Task to complete = Where "Avenida" appears in a line of the entries below, that line should be copied.

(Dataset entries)
——————————

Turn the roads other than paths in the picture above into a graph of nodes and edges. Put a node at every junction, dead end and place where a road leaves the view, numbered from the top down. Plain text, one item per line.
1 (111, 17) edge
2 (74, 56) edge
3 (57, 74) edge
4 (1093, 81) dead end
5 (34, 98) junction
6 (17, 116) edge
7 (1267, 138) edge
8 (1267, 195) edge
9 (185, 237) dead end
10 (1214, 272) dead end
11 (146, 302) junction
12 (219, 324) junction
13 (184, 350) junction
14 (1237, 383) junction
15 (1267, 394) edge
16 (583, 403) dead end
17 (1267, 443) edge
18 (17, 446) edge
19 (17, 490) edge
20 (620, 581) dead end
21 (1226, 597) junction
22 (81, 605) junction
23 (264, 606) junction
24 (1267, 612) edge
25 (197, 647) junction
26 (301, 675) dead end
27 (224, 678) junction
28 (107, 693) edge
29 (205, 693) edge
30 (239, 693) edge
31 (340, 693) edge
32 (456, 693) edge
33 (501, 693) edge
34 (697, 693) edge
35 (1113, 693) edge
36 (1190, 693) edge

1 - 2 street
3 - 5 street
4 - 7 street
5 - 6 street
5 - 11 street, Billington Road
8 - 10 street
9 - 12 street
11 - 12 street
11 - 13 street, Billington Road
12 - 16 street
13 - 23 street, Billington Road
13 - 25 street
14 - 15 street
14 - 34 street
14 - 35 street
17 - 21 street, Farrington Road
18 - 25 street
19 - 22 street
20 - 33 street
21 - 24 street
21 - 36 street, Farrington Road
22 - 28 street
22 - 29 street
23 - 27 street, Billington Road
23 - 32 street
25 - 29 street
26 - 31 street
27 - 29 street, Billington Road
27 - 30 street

——————————

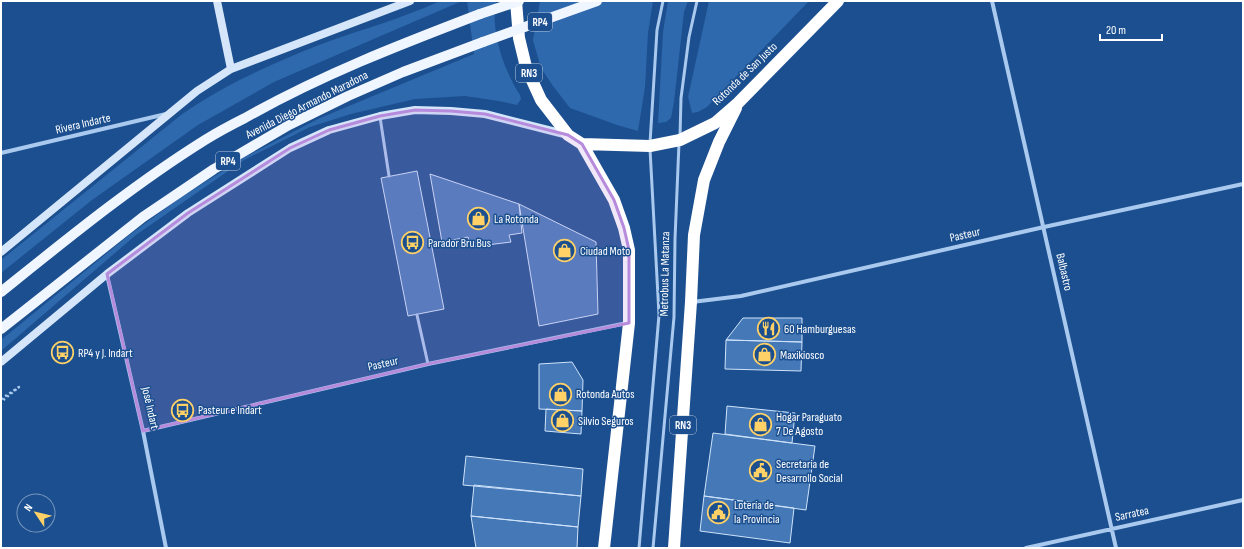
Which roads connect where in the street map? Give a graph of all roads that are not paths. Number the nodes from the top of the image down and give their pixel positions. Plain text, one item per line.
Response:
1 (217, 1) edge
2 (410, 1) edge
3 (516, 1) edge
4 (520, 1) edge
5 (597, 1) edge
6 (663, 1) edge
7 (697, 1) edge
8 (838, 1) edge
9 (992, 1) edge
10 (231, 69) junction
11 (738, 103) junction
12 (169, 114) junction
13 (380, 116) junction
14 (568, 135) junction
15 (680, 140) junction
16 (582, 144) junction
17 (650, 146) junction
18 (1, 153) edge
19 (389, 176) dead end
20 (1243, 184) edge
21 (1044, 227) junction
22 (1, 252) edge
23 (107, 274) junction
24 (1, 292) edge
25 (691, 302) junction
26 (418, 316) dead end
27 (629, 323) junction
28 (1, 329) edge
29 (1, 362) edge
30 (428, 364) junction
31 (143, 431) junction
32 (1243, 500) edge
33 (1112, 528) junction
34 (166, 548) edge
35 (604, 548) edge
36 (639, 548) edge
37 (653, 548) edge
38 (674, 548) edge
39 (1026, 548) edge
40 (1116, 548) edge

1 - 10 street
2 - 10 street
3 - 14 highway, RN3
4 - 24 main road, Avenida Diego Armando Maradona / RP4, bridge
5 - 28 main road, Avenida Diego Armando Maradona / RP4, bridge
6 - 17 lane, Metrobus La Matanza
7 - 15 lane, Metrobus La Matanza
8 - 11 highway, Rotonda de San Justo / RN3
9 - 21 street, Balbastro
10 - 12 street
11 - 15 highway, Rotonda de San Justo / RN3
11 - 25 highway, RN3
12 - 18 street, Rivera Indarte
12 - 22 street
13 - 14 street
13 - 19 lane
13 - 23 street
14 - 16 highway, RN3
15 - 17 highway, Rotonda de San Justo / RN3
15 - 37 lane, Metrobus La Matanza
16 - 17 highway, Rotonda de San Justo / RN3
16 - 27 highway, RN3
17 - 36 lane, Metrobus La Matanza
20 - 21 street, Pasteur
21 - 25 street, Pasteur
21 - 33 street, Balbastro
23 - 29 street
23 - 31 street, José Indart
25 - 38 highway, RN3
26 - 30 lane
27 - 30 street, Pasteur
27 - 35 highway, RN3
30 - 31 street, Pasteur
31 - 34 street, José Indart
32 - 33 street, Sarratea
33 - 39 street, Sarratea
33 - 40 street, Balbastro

——————————

Answer space =
4 - 24 main road, Avenida Diego Armando Maradona / RP4, bridge
5 - 28 main road, Avenida Diego Armando Maradona / RP4, bridge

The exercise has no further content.